But Jake started to notice that those visions kept happening even when he wasn't using meth. That's when he started getting scared.

"When the symptoms don't go away after you do it, it's no fun. That's when you know you're kinda hooped."

Jake is sitting in a hotel coffee shop in Tsawwassen on a deadly hot summer morning. He's just called local psychiatrist Bill MacEwan, asking for a refill of his antipsychotic and antidepressant medication. He'll take anything to counter the paranoia and delusions that continue to poison his thinking. Jake wasn't always so anxious. But that was years ago before he started using crystal meth.

The soft-spoken youth started using cocaine when he was 13. He switched to meth at 16, looking for something more powerful, a high that would enable him to stay up for parties that lasted days. That's one of meth's draws: you don't sleep. Then there's the hallucinatory effect. Jake would think a group of people was standing in front of him. He'd walk up to them, only to see the figures dissolve before his eyes into the bushes they really were.

Wearing a baseball cap, baggy pants, and loose shirt, Jake shifts his tired chestnut eyes away when he talks about his methamphetamine addiction. He doesn't want his name printed, although his parents and friends are well aware of the dark place he's in.

"The paranoia kicked in," Jake says. "I'd be so lonely and paranoid. It was a horrible feeling....I'd be looking out my window every five minutes to see if someone was out there. The trees I had always seen looked like people. I was so freaked out one night; I swear to God there were people out there. I hopped out my window in my boxer shorts looking for these people. I couldn't find them, so I got dressed and walked around the block looking for people in bushes. Thank God my parents caught on."

Meth is an extremely dangerous drug. It's cheap, highly addictive, easily accessible, and can be made at home, providing you have toxic chemicals like Drano and battery acid on hand. It can cause structural changes to the brain and induce psychotic symptoms that resemble those of schizophrenia: paranoia, disorganized thinking, delusions, and impaired memory. In some people, those effects will never go away, even long after they stop using.

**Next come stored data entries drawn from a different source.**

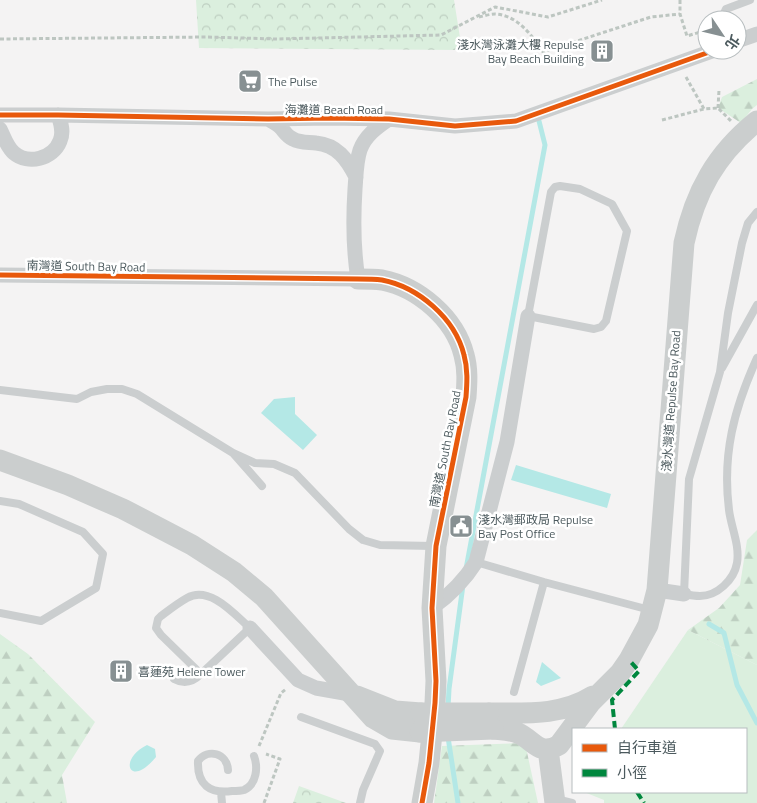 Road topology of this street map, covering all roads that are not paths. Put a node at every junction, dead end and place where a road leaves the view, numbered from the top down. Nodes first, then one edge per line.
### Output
1 (750, 0) edge
2 (725, 10) edge
3 (697, 55) edge
4 (0, 115) edge
5 (58, 115) junction
6 (268, 119) junction
7 (389, 119) junction
8 (750, 127) edge
9 (0, 129) edge
10 (356, 177) junction
11 (757, 212) edge
12 (0, 275) edge
13 (358, 279) junction
14 (757, 305) edge
15 (528, 316) junction
16 (757, 358) edge
17 (720, 372) junction
18 (0, 390) edge
19 (233, 453) junction
20 (0, 460) edge
21 (262, 486) dead end
22 (0, 501) edge
23 (436, 546) junction
24 (476, 562) junction
25 (544, 582) junction
26 (684, 594) junction
27 (655, 600) junction
28 (438, 604) junction
29 (0, 613) edge
30 (250, 628) junction
31 (201, 674) junction
32 (174, 679) dead end
33 (603, 689) junction
34 (514, 692) dead end
35 (350, 694) junction
36 (546, 712) junction
37 (301, 717) dead end
38 (491, 721) junction
39 (547, 744) junction
40 (256, 753) road end
41 (228, 770) dead end
42 (221, 792) junction
43 (560, 802) edge
44 (222, 803) edge
45 (360, 803) edge
46 (422, 803) edge

1 - 2 lane
3 - 7 street, 海灘道 Beach Road
4 - 5 street, 海灘道 Beach Road
5 - 6 street, 海灘道 Beach Road
5 - 9 street
6 - 7 street, 海灘道 Beach Road
6 - 10 street
7 - 10 street
8 - 27 main road, 淺水灣道 Repulse Bay Road
10 - 13 street
11 - 17 lane
12 - 13 street, 南灣道 South Bay Road
13 - 23 main road, 南灣道 South Bay Road
14 - 17 lane
15 - 15 lane
15 - 24 street
16 - 26 lane
17 - 26 lane
18 - 19 lane
19 - 21 lane
19 - 23 lane
20 - 35 main road, 淺水灣道 Repulse Bay Road
22 - 29 lane
23 - 28 main road, 南灣道 South Bay Road
24 - 25 lane
24 - 28 street
25 - 27 lane
25 - 34 lane
26 - 27 street
27 - 33 main road, 淺水灣道 Repulse Bay Road
28 - 46 main road, 南灣道 South Bay Road
30 - 31 lane
30 - 31 lane
30 - 35 street
31 - 32 lane
33 - 36 main road, 淺水灣道 Repulse Bay Road
33 - 39 main road, 淺水灣道 Repulse Bay Road
35 - 38 main road, 淺水灣道 Repulse Bay Road, bridge
36 - 38 main road, 淺水灣道 Repulse Bay Road
36 - 39 main road
36 - 39 main road
37 - 45 lane
38 - 39 main road, 淺水灣道 Repulse Bay Road
39 - 43 main road
40 - 42 lane
41 - 42 lane
42 - 44 lane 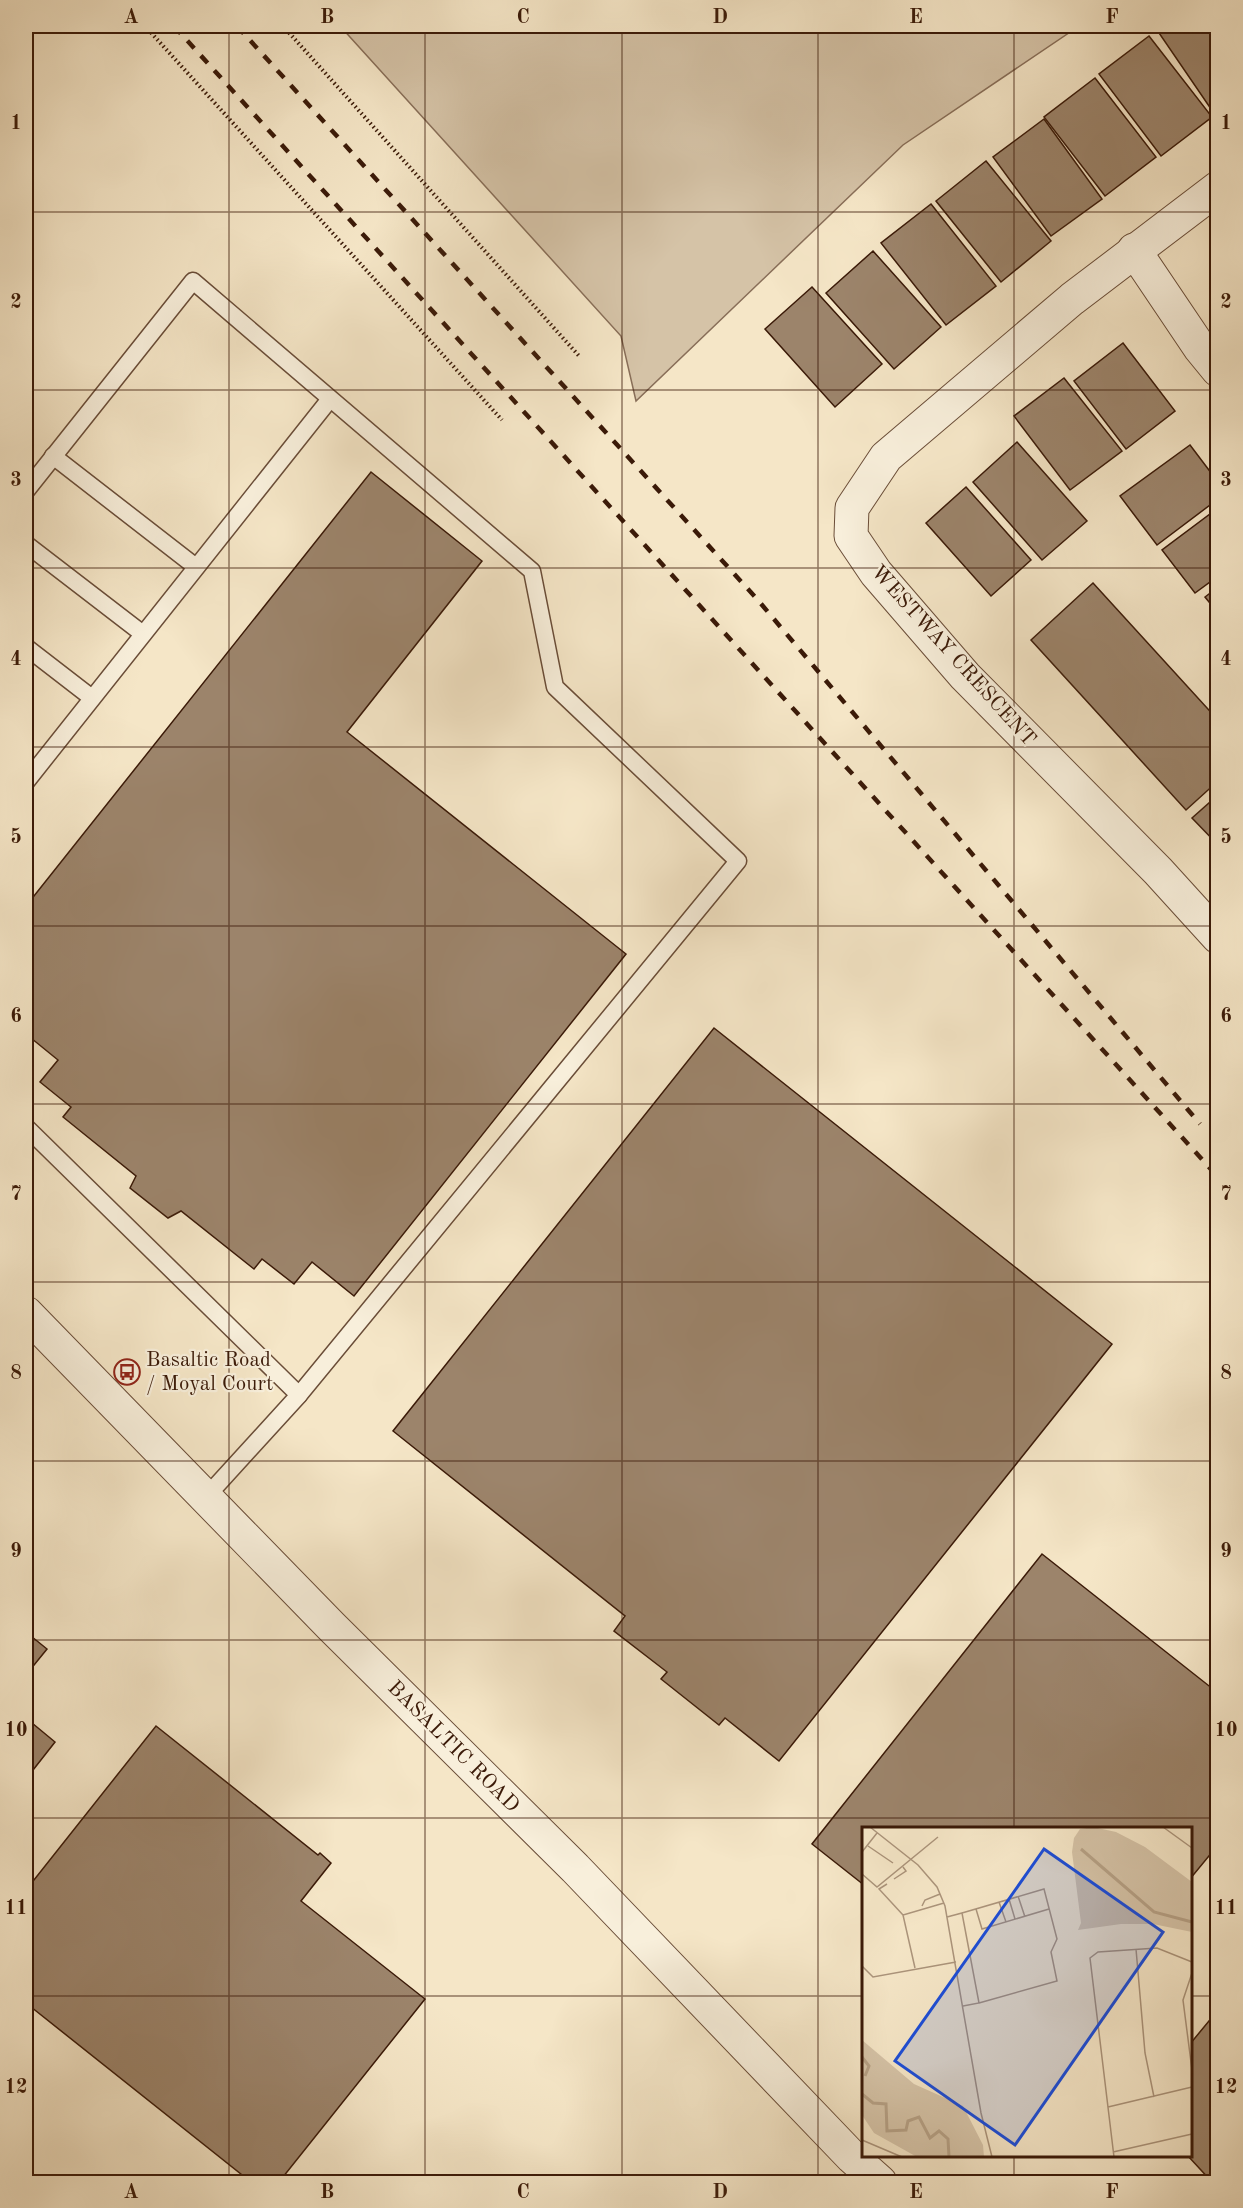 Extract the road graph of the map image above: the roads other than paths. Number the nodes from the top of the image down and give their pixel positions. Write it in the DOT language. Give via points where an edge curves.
graph roads {
  1 [pos="1218,188"];
  2 [pos="1134,250"];
  3 [pos="1218,370"];
  4 [pos="330,399"];
  5 [pos="53,456"];
  6 [pos="26,491"];
  7 [pos="26,544"];
  8 [pos="196,567"];
  9 [pos="143,634"];
  10 [pos="26,647"];
  11 [pos="92,698"];
  12 [pos="26,782"];
  13 [pos="1218,937"];
  14 [pos="26,1127"];
  15 [pos="26,1312"];
  16 [pos="299,1395"];
  17 [pos="206,1497"];
  18 [pos="880,2182"];
  1 -- 2 [label="street, WESTWAY CRESCENT"];
  2 -- 3 [label="street"];
  2 -- 13 [label="street, WESTWAY CRESCENT" via="1071,298 886,457 852,508 851,536 876,573 966,676"];
  4 -- 5 [label="lane" via="193,281"];
  4 -- 8 [label="lane"];
  4 -- 16 [label="lane" via="532,571 555,687 738,861"];
  5 -- 6 [label="lane"];
  5 -- 8 [label="lane"];
  7 -- 9 [label="lane"];
  8 -- 9 [label="lane"];
  9 -- 11 [label="lane"];
  10 -- 11 [label="lane"];
  11 -- 12 [label="lane"];
  14 -- 16 [label="lane"];
  15 -- 17 [label="street, BASALTIC ROAD"];
  16 -- 17 [label="lane"];
  17 -- 18 [label="street, BASALTIC ROAD" via="575,1868 843,2149"];
}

It's also Vancouver's new demon.

The city's problem is so extreme that last November, on their own initiative, about 120 people from a vast range of professions and interests formed a group called the Methamphetamine Response Committee. It consists of psychiatrists, doctors, nurses, social workers, cops, and bureaucrats. There are representatives from high schools, custody centers, and safe homes, and users themselves. They all say meth use in town has risen dramatically over the last two years. And they're worried.

If the very existence of MARC doesn't speak to the urgency of Vancouver's problem, perhaps Steven Smith does. He's program coordinator of Dusk to Dawn, the street-youth resource center run by Family Services of Greater Vancouver. It's located in a rundown building at the back of St. Paul's Hospital and offers food, showers, and lockers for kids under 22. Teens can't use drugs in the center, but they're not turned away if they're high.

"Every single social-services agency has had to sit down in the last year and say, 'Meth has affected us. We have to talk about this,'" Smith explains in his office. "Everyone's on a fast-track learning curve. There's not a whole lot of information out there. There's no denying there's a meth epidemic, and we don't have the resources to address it. I think it caught everyone by surprise."

Meth came to prominence during the Second World War, when Japan, Germany, and the United States gave the drug to military personnel to increase endurance. Later, doctors prescribed it to treat depression, obesity, and heroin addiction. Illicit laboratories emerged in San Francisco in the 1960s, and from there it spread up and down the Pacific Coast. In the '80s came a new method of the drug's production, which led to crystal meth, a crystallized, smokable, and even more potent form of MA. Now, no city or town seems free of meth's tentacles. News stories are emerging about the drug's prevalence in places like Smoky Lake, Alberta; New York City; and the state of Hawaii.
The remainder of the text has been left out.